** Assignment **
Copy out each line of the data that holds the string "scale".
Start of Records supplied
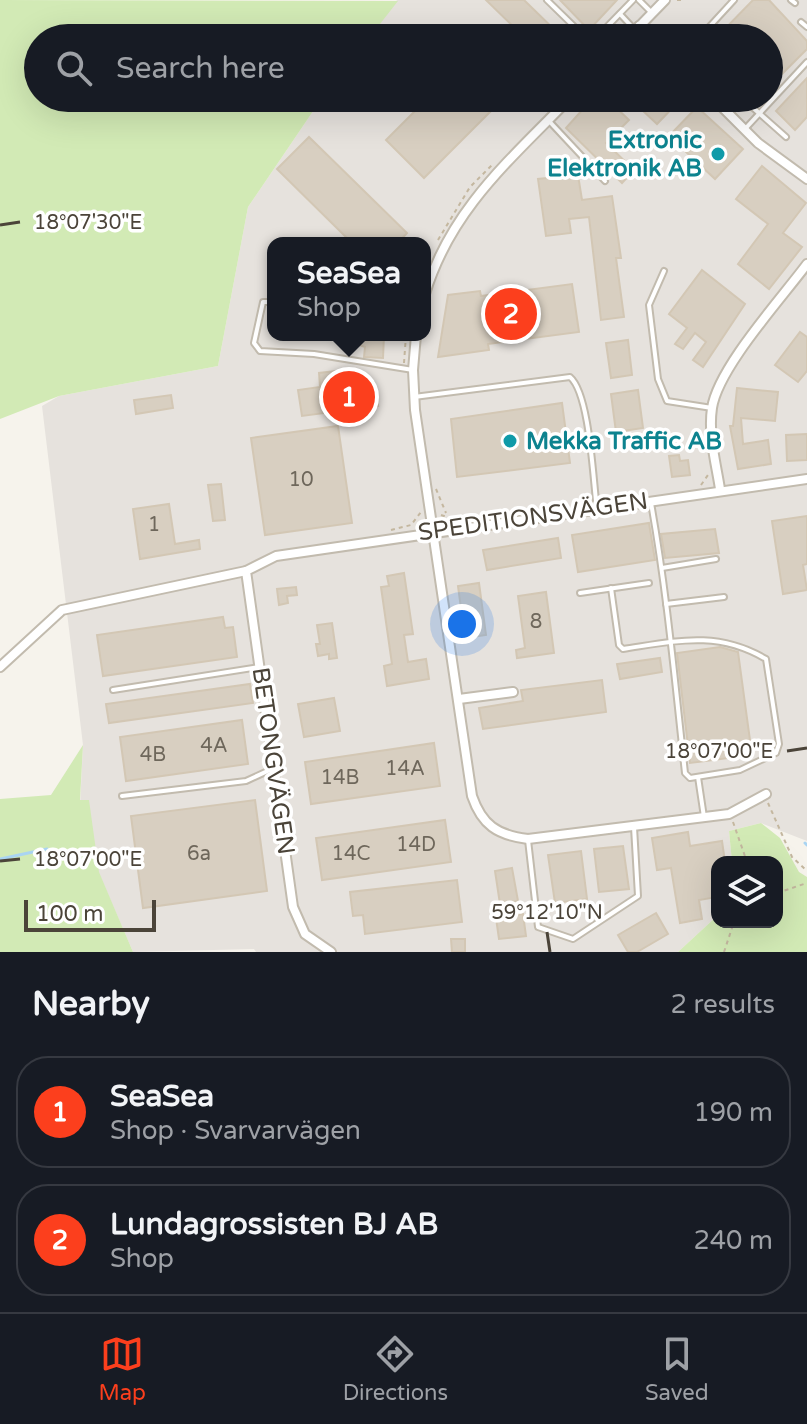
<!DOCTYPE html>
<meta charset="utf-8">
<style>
:root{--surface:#171b24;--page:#20242c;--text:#f1f3f6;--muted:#9ea1a6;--line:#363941;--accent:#fc3f1d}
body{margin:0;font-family:"Varela Round",sans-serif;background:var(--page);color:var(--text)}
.controls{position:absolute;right:24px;bottom:24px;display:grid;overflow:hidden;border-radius:16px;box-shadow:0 8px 32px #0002}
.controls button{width:72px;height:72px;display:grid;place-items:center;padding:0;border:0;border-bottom:2px solid var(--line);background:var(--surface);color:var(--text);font:40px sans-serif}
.scale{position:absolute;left:24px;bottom:20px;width:132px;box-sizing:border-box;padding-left:8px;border:4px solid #4b4439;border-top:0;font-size:22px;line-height:28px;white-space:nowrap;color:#4b4439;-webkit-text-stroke:6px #fff;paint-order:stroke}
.you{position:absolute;left:462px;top:624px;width:28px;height:28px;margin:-20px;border:6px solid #fff;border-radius:50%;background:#1a73e8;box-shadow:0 0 0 12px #1a73e833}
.badge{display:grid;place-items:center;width:52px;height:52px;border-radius:50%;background:var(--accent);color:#fff;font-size:26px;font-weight:700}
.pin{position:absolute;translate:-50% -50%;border:4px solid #fff;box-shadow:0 2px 8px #0006}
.popup{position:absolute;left:267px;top:237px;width:164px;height:104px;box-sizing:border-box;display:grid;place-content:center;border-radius:16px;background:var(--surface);filter:drop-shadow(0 2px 6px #0005);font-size:26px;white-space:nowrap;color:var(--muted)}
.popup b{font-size:30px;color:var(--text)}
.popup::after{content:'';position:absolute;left:50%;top:100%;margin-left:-16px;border:16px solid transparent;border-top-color:var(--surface)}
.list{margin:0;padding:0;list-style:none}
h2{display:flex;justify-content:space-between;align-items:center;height:104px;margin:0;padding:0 32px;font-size:34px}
h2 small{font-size:26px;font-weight:400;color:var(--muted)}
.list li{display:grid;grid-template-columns:52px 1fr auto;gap:24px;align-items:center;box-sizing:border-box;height:112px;margin:0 16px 16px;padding:0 16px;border:2px solid var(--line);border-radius:32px}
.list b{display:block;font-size:30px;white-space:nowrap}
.list p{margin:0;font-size:26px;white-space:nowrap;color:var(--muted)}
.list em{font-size:26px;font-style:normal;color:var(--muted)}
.icon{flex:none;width:44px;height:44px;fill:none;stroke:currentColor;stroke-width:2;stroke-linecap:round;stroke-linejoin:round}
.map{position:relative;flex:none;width:807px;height:952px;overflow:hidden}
.search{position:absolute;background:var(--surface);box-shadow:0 8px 32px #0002;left:24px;right:24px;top:24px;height:88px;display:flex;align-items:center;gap:20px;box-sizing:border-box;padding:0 28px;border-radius:44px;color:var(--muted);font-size:30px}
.sheet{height:360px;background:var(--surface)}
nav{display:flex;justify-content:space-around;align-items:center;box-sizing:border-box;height:112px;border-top:2px solid var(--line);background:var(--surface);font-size:22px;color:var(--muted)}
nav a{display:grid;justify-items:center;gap:4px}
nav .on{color:var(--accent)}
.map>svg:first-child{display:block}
</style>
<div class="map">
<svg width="807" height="952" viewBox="0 0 807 952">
<rect width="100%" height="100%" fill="#f6f3ec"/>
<path fill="#e6e2dd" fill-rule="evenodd" d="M397,0H807V841L761,823L729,831L732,862H717V916L678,952H256L254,949L133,952L79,827L83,745L42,406L59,396L218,366L248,207L322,98H769V38H369ZM273,243H425V335H273Z"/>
<g fill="#d2eab5">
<polygon points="0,0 398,1 369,38 38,38 38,98 322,98 248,207 218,366 59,396 0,419"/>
<polygon points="83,745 80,800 89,800 99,872 133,952 0,952 0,799 51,795"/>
<polygon points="761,823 780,838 799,872 807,877 807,952 678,952 717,916 717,922 777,922 777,862 732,862 729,831"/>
</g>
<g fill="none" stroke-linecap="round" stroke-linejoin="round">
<g stroke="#a9d4f2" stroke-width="3">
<polyline points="805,843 807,845"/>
<polyline points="0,859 47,849"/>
</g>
</g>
<g fill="#d8cfc1" stroke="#d3c7b4" stroke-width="2">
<polygon points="486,0 524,0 563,38 525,38"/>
<polygon points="560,0 617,0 589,30"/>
<polygon points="753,0 769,0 807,41 807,49 769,87 769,38 716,38"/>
<polygon points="807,78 807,117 795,130 776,111"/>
<polygon points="428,98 484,98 494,108 424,178 386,140"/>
<polygon points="593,98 606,98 629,120 606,143 634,170 622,183 566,128"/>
<polygon points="652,98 682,98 657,124 641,109"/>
<polygon points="697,107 743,149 715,179 669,136"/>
<polygon points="309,137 407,233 398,243 352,243 277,169"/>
<polygon points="762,166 806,203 783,233 802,247 769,289 738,264 768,224 736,199"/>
<polygon points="578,175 582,200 612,196 621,258 616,258 624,317 601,320 589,217 569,219 571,233 546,236 538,179"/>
<polygon points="702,270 745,304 703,367 693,360 706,342 695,333 683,349 675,344 687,328 669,314"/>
<polygon points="572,284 579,332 488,344 489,350 438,357 448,295 480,291 481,296"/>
<polygon points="800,332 807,337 807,371 798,382 775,365"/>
<polygon points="331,335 384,335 383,358 364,357 365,347"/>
<polygon points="628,340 632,375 611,378 606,343"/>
<polygon points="344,370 346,385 374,382 378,406 302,416 298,390 320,387 319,373"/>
<polygon points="737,388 778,392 775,421 741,418 743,444 768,440 771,464 738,469 730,426 733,426"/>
<polygon points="638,390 643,428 616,432 611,394"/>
<polygon points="171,395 173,408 136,414 134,400"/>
<polygon points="562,403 570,463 457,477 451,419"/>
<polygon points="338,426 352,523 265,535 251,438"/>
<polygon points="807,434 807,460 787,461 786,435"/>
<polygon points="679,455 680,461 688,460 690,475 672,477 669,456"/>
<polygon points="221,484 225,520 213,521 208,485"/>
<polygon points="169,504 175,544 199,540 200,549 140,559 133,509"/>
<polygon points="807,516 807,564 803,565 807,590 783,594 772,521"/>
<polygon points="649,523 655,560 578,572 572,535"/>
<polygon points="715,529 719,553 665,558 661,534"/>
<polygon points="558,538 561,558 487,570 483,550"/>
<polygon points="404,573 413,634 404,635 408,662 426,659 429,679 387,686 384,666 392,664 381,587 389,586 387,576"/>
<polygon points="479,583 486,635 465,638 458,586"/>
<polygon points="296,587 297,595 287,596 288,603 279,605 277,589"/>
<polygon points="546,592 554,653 517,658 516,650 525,648 518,596"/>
<polygon points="223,617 225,628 233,627 237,657 103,676 97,635"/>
<polygon points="332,623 337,658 329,659 329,654 318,656 316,644 320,644 317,625"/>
<polygon points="720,647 738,652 752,755 690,763 677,653"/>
<polygon points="660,658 662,672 620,679 617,664"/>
<polygon points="602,680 606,712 483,729 479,708 523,701 521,690"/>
<polygon points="250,684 253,703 109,723 106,704"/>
<polygon points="334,698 340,731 304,737 298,704"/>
<polygon points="242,720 248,764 126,781 120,737"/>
<polygon points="434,743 440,786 311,804 305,762"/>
<polygon points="255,800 267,891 143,908 131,816"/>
<polygon points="445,820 451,862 322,880 316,838"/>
<polygon points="688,832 690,846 722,841 725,862 717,862 717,897 699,900 702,919 680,923 671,868 657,870 652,838"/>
<polygon points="623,846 629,889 599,892 594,849"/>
<polygon points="581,851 587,899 555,903 548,855"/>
<polygon points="512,868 518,901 500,904 495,871"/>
<polygon points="457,880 462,922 365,934 363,915 353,916 350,892"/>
<polygon points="656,913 668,934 637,952 628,952 618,935"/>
<polygon points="523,914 526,936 499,939 496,918"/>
<polygon points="451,939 465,939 465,952 452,952"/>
</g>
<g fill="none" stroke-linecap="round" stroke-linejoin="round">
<defs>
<g id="service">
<polyline points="547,0 586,38"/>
<polyline points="639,0 652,13"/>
<polyline points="791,0 795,3"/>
<polyline points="620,14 635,30"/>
<polyline points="801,22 807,27"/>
<polyline points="596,38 633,0"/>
<polyline points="699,38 734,0"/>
<polyline points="742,98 786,137"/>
<polyline points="549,121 605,181"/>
<polyline points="745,129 807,62"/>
<polyline points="664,271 649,305 658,379 667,401 712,408"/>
<polyline points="273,302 263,302 254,343 260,351 314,354 413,370"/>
<path d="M414,397L570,377C590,394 593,481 597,509"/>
<polyline points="662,568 716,559"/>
<path d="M611,588L619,645L623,649C676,641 717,630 766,659L779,744L776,753L740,770L690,778L685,773C675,683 667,592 651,503"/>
<polyline points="580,593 649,583"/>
<polyline points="666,604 724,597"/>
<polyline points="113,690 259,667"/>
<polyline points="698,777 704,817"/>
<polyline points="122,796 246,781 272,769"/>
<polyline points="528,840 538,927 573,939 638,896 634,827"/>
</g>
<g id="minor">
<polyline points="639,26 651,38"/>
<polyline points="628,38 665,0"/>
<polyline points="713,98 758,143 807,179"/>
<path d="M425,294C451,209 510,160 570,98"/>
<path d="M416,335L413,370L415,410L472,796C482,825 497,835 528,839L729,814L766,794"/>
<path d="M720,489C716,463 708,435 712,408C718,368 781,299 807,264"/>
<polyline points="0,667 62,610 246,571"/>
<polyline points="459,699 513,692"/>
<polyline points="331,952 305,934 293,907 246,571 276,556 807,479"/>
</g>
</defs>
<use href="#service" stroke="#c2bbae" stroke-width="8"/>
<use href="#minor" stroke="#c2bbae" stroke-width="12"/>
<g stroke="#c4b79f" stroke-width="2" stroke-dasharray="4 4" stroke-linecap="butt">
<polyline points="677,0 682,0"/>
<polyline points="611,38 621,27"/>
<polyline points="438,240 470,187 492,165"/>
<polyline points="425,319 430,301"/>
<polyline points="404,363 406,335"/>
<polyline points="701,485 708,475"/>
<polyline points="436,489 446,513"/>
<polyline points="441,515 456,520"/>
<polyline points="391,530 411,525 421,512"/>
<polyline points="768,803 792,857 807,871"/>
<polyline points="733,822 747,862"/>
<polyline points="777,893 807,883"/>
<polyline points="724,952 734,922"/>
</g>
<use href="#service" stroke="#fff" stroke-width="4"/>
<use href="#minor" stroke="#fff" stroke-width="8"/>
</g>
<path fill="none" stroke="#4b4439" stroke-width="3" d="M0,225L20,222M787,751L807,748M0,861L20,859M547,932L550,952"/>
<g fill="#0f9aa8" stroke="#fff" stroke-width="3">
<circle cx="718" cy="154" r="8"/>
<circle cx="510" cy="441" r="8"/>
</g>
<g text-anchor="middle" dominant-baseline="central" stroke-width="7" stroke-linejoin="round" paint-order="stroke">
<g font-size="20" fill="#6e675b">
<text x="301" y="480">10</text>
<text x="154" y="525">1</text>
<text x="536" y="622">8</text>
<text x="214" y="746">4A</text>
<text x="153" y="755">4B</text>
<text x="405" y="769">14A</text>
<text x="340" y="778">14B</text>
<text x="416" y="845">14D</text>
<text x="199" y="854">6a</text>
<text x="351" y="854">14C</text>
</g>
<g font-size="24" font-weight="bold" fill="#0d838f" stroke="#fff" text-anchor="end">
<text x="702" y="140">Extronic<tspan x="702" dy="28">Elektronik AB</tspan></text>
<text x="526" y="441" text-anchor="start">Mekka Traffic AB</text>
</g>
<g font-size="24" fill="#4b4439" stroke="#fff">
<text transform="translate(533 517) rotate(-8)">SPEDITIONSVÄGEN</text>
<text transform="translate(273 761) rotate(82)">BETONGVÄGEN</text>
</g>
</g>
<g font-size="20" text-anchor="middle" fill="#4b4439" stroke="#fff" stroke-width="7" stroke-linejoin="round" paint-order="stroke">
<text x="88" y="229">18°07'30"E</text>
<text x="719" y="758">18°07'00"E</text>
<text x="88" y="866">18°07'00"E</text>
<text x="547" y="919">59°12'10"N</text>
</g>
</svg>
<div class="controls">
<button><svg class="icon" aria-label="layers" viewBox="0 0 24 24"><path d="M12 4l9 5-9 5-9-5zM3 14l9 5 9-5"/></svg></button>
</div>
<div class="scale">100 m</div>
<div class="you"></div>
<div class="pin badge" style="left:349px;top:397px">1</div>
<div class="popup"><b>SeaSea</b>Shop</div>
<div class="pin badge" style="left:511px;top:314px">2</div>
<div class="search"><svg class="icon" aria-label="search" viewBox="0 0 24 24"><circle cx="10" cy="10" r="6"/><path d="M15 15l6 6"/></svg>Search here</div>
</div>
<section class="sheet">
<h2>Nearby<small>2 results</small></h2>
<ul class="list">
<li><span class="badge">1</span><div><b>SeaSea</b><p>Shop · Svarvarvägen</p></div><em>190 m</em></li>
<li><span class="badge">2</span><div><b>Lundagrossisten BJ AB</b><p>Shop</p></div><em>240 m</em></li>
</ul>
</section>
<nav>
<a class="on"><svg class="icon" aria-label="map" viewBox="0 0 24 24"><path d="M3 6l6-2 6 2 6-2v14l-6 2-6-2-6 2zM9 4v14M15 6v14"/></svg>Map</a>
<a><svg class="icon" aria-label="directions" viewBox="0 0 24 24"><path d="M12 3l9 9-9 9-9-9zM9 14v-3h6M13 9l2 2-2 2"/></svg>Directions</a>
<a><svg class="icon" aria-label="saved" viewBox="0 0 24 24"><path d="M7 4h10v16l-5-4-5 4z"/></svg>Saved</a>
</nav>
End of Records supplied
** Solution for this problem **
.scale{position:absolute;left:24px;bottom:20px;width:132px;box-sizing:border-box;padding-left:8px;border:4px solid #4b4439;border-top:0;font-size:22px;line-height:28px;white-space:nowrap;color:#4b4439;-webkit-text-stroke:6px #fff;paint-order:stroke}
<div class="scale">100 m</div>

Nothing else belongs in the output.